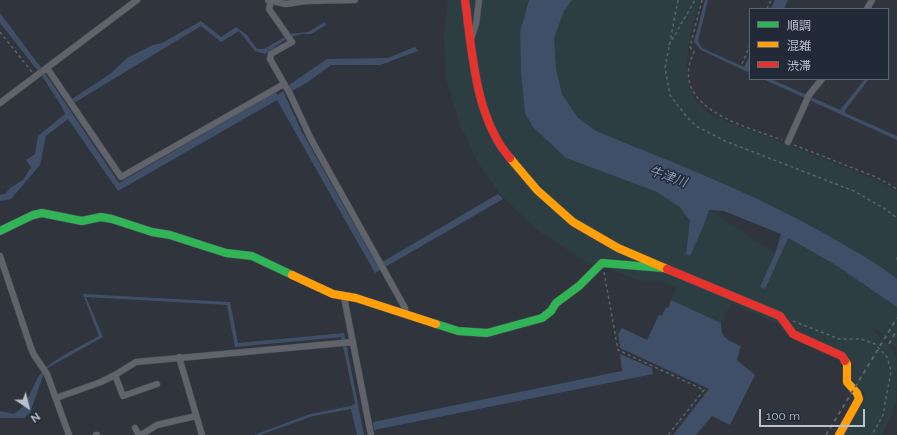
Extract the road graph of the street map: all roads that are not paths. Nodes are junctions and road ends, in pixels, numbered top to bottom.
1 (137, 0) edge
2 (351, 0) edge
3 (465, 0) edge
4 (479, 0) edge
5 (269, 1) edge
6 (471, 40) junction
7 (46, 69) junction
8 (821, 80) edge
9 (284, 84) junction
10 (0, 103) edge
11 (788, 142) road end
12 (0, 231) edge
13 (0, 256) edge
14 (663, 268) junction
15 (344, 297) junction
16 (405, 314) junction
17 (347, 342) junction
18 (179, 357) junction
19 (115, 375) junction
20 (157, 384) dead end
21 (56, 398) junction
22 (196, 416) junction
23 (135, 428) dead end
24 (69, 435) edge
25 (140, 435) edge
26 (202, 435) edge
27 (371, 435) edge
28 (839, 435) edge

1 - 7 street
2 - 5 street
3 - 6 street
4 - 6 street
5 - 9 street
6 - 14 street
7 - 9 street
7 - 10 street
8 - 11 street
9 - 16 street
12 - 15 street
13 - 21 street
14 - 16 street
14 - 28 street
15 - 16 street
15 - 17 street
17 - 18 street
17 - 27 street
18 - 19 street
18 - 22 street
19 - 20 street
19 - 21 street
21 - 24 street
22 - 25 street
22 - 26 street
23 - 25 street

EXERCISE BRIEF: Without the pictures, print the whole listing exactly as given.

TASK RESULT:
Extract the road graph of the street map: all roads that are not paths. Nodes are junctions and road ends, in pixels, numbered top to bottom.
1 (137, 0) edge
2 (351, 0) edge
3 (465, 0) edge
4 (479, 0) edge
5 (269, 1) edge
6 (471, 40) junction
7 (46, 69) junction
8 (821, 80) edge
9 (284, 84) junction
10 (0, 103) edge
11 (788, 142) road end
12 (0, 231) edge
13 (0, 256) edge
14 (663, 268) junction
15 (344, 297) junction
16 (405, 314) junction
17 (347, 342) junction
18 (179, 357) junction
19 (115, 375) junction
20 (157, 384) dead end
21 (56, 398) junction
22 (196, 416) junction
23 (135, 428) dead end
24 (69, 435) edge
25 (140, 435) edge
26 (202, 435) edge
27 (371, 435) edge
28 (839, 435) edge

1 - 7 street
2 - 5 street
3 - 6 street
4 - 6 street
5 - 9 street
6 - 14 street
7 - 9 street
7 - 10 street
8 - 11 street
9 - 16 street
12 - 15 street
13 - 21 street
14 - 16 street
14 - 28 street
15 - 16 street
15 - 17 street
17 - 18 street
17 - 27 street
18 - 19 street
18 - 22 street
19 - 20 street
19 - 21 street
21 - 24 street
22 - 25 street
22 - 26 street
23 - 25 street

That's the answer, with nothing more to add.